### Your goal
Write out every entry word for word.

### Data for analysis
.....
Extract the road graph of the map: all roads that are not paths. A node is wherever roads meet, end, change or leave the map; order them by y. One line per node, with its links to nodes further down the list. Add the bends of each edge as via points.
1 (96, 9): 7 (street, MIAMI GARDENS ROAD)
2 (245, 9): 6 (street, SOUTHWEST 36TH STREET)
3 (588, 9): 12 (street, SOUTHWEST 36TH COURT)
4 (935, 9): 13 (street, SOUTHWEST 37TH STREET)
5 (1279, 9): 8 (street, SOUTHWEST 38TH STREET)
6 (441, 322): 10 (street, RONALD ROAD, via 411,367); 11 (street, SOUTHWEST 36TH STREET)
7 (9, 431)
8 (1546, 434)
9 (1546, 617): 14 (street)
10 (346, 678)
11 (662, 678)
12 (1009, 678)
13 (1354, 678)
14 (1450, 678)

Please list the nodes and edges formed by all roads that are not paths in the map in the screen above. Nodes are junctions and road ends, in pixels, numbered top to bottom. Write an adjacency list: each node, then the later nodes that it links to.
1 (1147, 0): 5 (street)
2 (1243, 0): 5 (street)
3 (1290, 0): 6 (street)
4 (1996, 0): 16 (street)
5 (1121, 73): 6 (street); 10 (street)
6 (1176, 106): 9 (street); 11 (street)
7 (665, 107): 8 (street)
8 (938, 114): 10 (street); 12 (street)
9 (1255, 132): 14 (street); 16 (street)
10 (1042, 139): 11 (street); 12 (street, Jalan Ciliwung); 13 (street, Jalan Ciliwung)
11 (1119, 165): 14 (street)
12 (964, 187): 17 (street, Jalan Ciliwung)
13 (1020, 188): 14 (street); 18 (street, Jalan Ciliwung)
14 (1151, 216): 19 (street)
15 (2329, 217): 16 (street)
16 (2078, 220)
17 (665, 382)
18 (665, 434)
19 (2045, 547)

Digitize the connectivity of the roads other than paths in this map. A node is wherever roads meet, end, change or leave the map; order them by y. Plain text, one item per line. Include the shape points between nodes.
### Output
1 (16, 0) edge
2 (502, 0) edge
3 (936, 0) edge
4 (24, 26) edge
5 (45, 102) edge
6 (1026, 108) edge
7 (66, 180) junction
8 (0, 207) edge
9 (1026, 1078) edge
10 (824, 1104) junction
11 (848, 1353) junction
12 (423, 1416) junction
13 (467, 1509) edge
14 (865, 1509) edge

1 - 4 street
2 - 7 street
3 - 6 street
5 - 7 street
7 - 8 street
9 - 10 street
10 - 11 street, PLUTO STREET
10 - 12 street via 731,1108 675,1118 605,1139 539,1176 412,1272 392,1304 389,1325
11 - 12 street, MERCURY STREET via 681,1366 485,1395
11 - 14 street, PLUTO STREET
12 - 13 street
.....
### Answer to the exercise
Extract the road graph of the map: all roads that are not paths. A node is wherever roads meet, end, change or leave the map; order them by y. One line per node, with its links to nodes further down the list. Add the bends of each edge as via points.
1 (96, 9): 7 (street, MIAMI GARDENS ROAD)
2 (245, 9): 6 (street, SOUTHWEST 36TH STREET)
3 (588, 9): 12 (street, SOUTHWEST 36TH COURT)
4 (935, 9): 13 (street, SOUTHWEST 37TH STREET)
5 (1279, 9): 8 (street, SOUTHWEST 38TH STREET)
6 (441, 322): 10 (street, RONALD ROAD, via 411,367); 11 (street, SOUTHWEST 36TH STREET)
7 (9, 431)
8 (1546, 434)
9 (1546, 617): 14 (street)
10 (346, 678)
11 (662, 678)
12 (1009, 678)
13 (1354, 678)
14 (1450, 678)

Please list the nodes and edges formed by all roads that are not paths in the map in the screen above. Nodes are junctions and road ends, in pixels, numbered top to bottom. Write an adjacency list: each node, then the later nodes that it links to.
1 (1147, 0): 5 (street)
2 (1243, 0): 5 (street)
3 (1290, 0): 6 (street)
4 (1996, 0): 16 (street)
5 (1121, 73): 6 (street); 10 (street)
6 (1176, 106): 9 (street); 11 (street)
7 (665, 107): 8 (street)
8 (938, 114): 10 (street); 12 (street)
9 (1255, 132): 14 (street); 16 (street)
10 (1042, 139): 11 (street); 12 (street, Jalan Ciliwung); 13 (street, Jalan Ciliwung)
11 (1119, 165): 14 (street)
12 (964, 187): 17 (street, Jalan Ciliwung)
13 (1020, 188): 14 (street); 18 (street, Jalan Ciliwung)
14 (1151, 216): 19 (street)
15 (2329, 217): 16 (street)
16 (2078, 220)
17 (665, 382)
18 (665, 434)
19 (2045, 547)

Digitize the connectivity of the roads other than paths in this map. A node is wherever roads meet, end, change or leave the map; order them by y. Plain text, one item per line. Include the shape points between nodes.
### Output
1 (16, 0) edge
2 (502, 0) edge
3 (936, 0) edge
4 (24, 26) edge
5 (45, 102) edge
6 (1026, 108) edge
7 (66, 180) junction
8 (0, 207) edge
9 (1026, 1078) edge
10 (824, 1104) junction
11 (848, 1353) junction
12 (423, 1416) junction
13 (467, 1509) edge
14 (865, 1509) edge

1 - 4 street
2 - 7 street
3 - 6 street
5 - 7 street
7 - 8 street
9 - 10 street
10 - 11 street, PLUTO STREET
10 - 12 street via 731,1108 675,1118 605,1139 539,1176 412,1272 392,1304 389,1325
11 - 12 street, MERCURY STREET via 681,1366 485,1395
11 - 14 street, PLUTO STREET
12 - 13 street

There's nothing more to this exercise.